Despite all the meetings from the operational level to Minister Pravin Gordhan and the National Logistics Crisis Committee under the auspices of the President we are finding ourselves in a dire situation with all the ports in the country.

The amount of anger and frustration has reached boiling point in all sectors and industries, especially at the grower level. Transnet presented many plans, but delivery and execution are lacking and it’s a case of too little too late. Transnet is in such a financial mess that they are unable to repay loans and Treasury have stated they will not bail them out. Rumour has it that they will also run out of cash flow in February 2024. If they are unable to pay loans at the end of February, we are facing a complete disaster.

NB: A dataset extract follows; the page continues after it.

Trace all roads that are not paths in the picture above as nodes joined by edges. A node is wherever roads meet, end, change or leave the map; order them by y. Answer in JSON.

It is a scramble to try and put measures in place to rescue the deciduous season upon us, but it’s a case of putting band-aids over a gaping, gushing wound. But, for the first time, the door has been opened to Private Sector Participation, unfortunately at a minute to midnight.

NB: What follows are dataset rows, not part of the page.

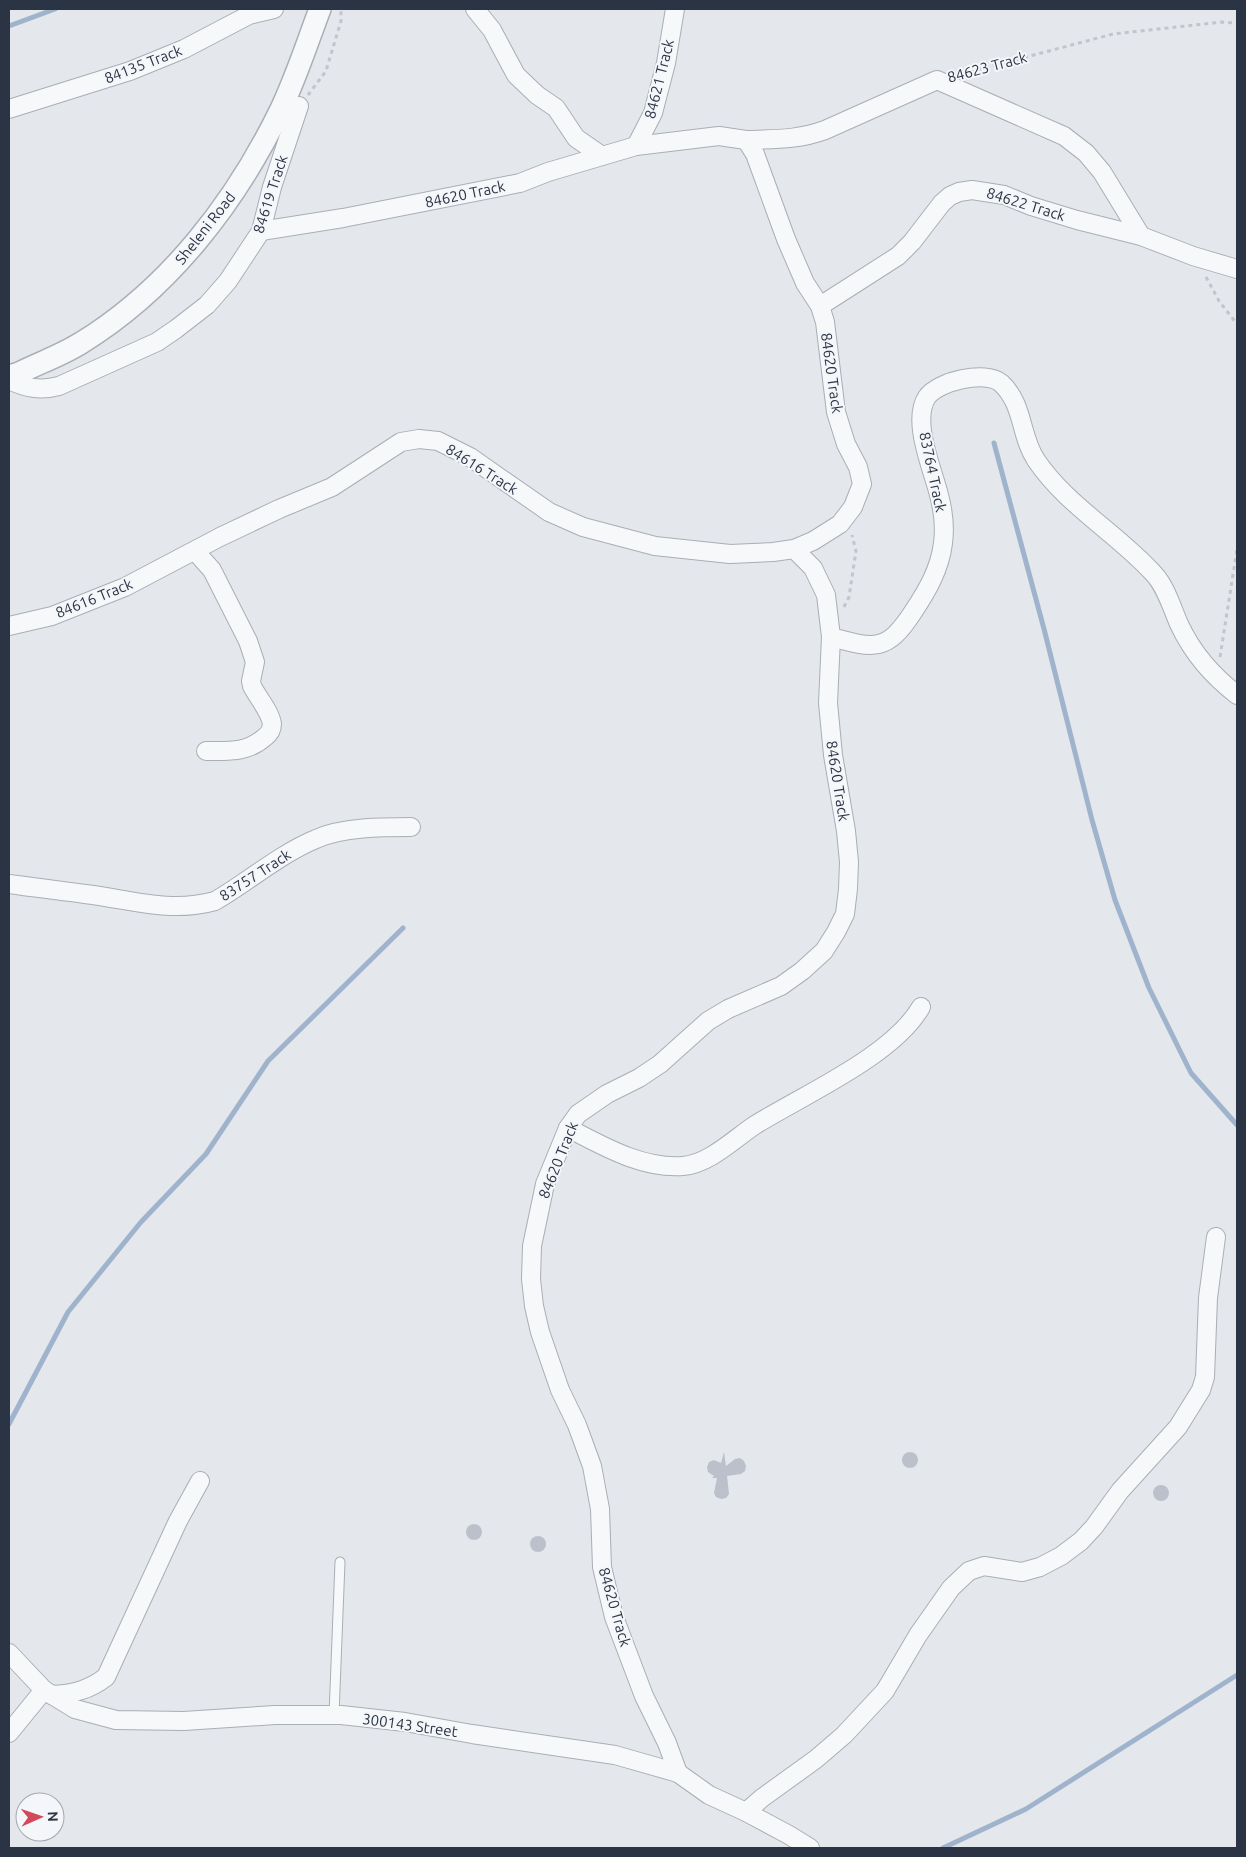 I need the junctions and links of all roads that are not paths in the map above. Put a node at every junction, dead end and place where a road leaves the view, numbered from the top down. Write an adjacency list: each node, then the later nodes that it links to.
1 (274, 9): 6 (street, 84135 Track)
2 (317, 9): 14 (street, Sheleni Road)
3 (475, 9): 9 (street)
4 (675, 9): 8 (street, 84621 Track)
5 (299, 106): 10 (street, 84619 Track)
6 (9, 109)
7 (746, 140): 8 (street, 84620 Track); 11 (street, 84623 Track); 13 (street, 84620 Track)
8 (636, 146): 9 (street, 84620 Track)
9 (602, 156): 10 (street, 84620 Track)
10 (261, 231): 14 (street, 84619 Track)
11 (1141, 236): 12 (street, 84622 Track); 13 (street, 84622 Track)
12 (1237, 269)
13 (820, 306): 15 (street, 84620 Track)
14 (9, 378)
15 (853, 507): 16 (street, 84616 Track)
16 (794, 549): 17 (street, 84616 Track); 19 (street)
17 (195, 551): 18 (street, 84616 Track); 21 (street)
18 (9, 626)
19 (832, 637): 20 (street, 83764 Track); 25 (street, 84620 Track)
20 (1237, 695)
21 (206, 750)
22 (411, 827): 23 (street, 83757 Track)
23 (9, 884)
24 (921, 1007): 25 (street)
25 (568, 1128): 33 (street, 84620 Track)
26 (1216, 1237): 34 (street)
27 (200, 1481): 30 (street)
28 (340, 1562): 31 (lane)
29 (9, 1653): 30 (street, 300143 Street)
30 (48, 1693): 31 (street, 300143 Street); 32 (street)
31 (334, 1715): 33 (street, 300143 Street)
32 (9, 1733)
33 (678, 1773): 34 (street, 300143 Street)
34 (746, 1812): 35 (street, 300143 Street)
35 (810, 1848) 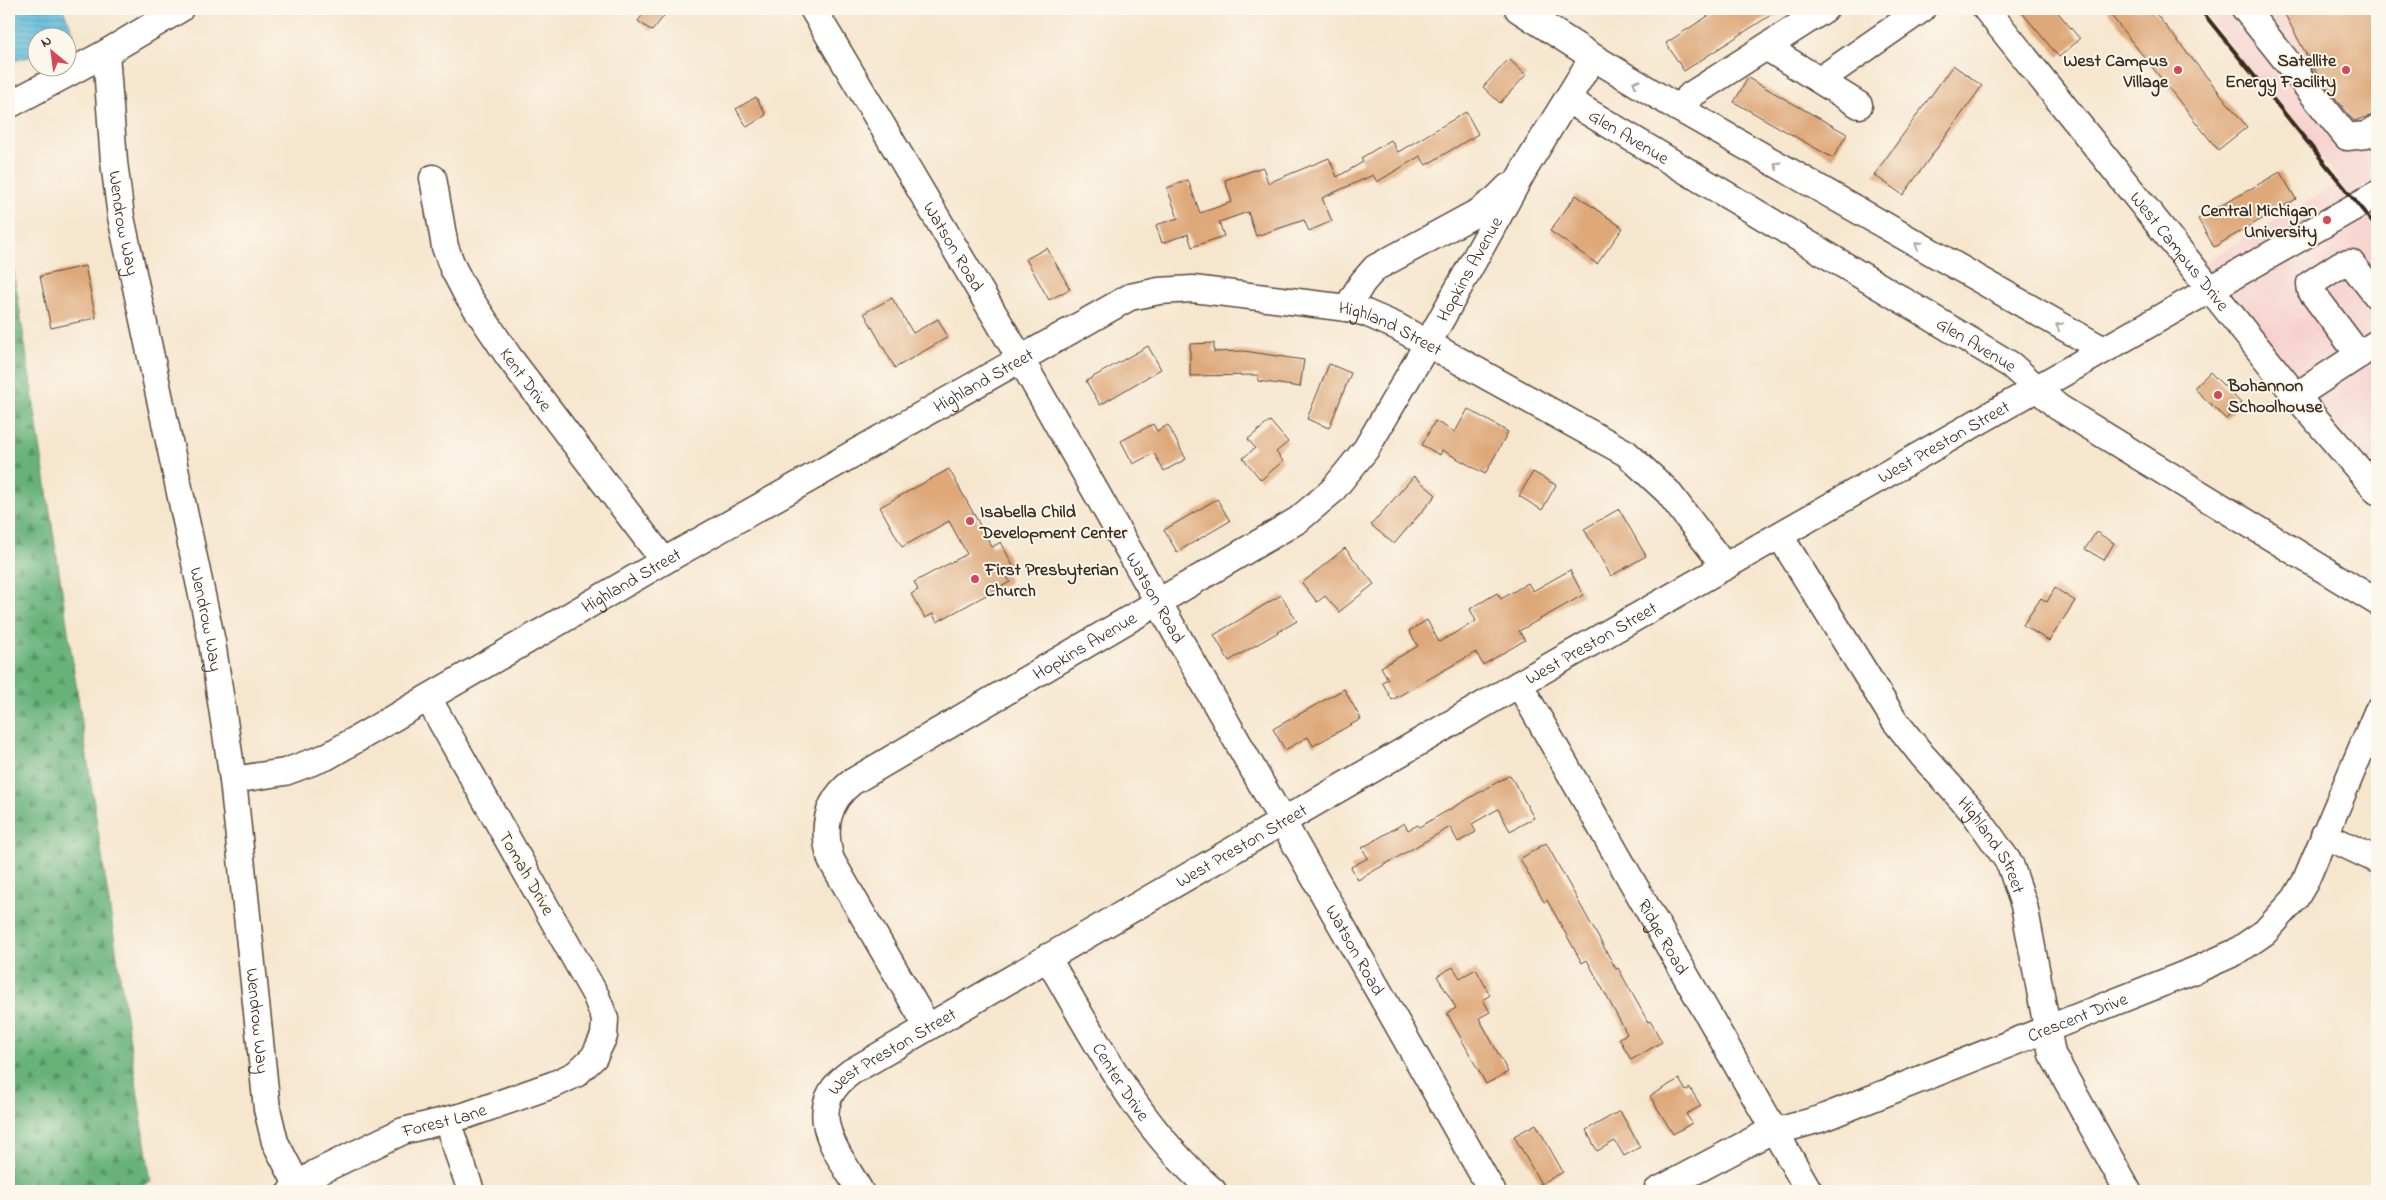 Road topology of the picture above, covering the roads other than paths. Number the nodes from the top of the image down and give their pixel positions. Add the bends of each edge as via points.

Many industries and sectors are now, under the NLCC, exploring options and vehicles to fund equipment and expertise from the private sector and recoup the expenses from Transnet. But considering their financial position, how will they be able to do this? A lot (everything!) simply must change – from the bottom of the labour chain to the top management, to the equipment.

The industry is pessimistic considering the plans and promises made by Transnet over the last year and looking at what transpired, our faith is rather depleted. We hope they prove us wrong! The most critical link now is the availability and operational ability of the Rubber-Tyred Gantries (RTGs). The 7 second-hand RTGs are en route from Los Angeles and are expected to be deployed in mid-December. This will hopefully bump up the throughput in the container terminal.

At the Multi-Purpose Terminal (MPT) things are looking better than last year with three mobile cranes available vs last year’s one; and a two-berth operation vs one. Performance at this terminal is not too bad, however, it services smaller vessels, and its capacity is much lower than the container terminal. The privately run terminal, FPT, is running well, but it has limited capacity.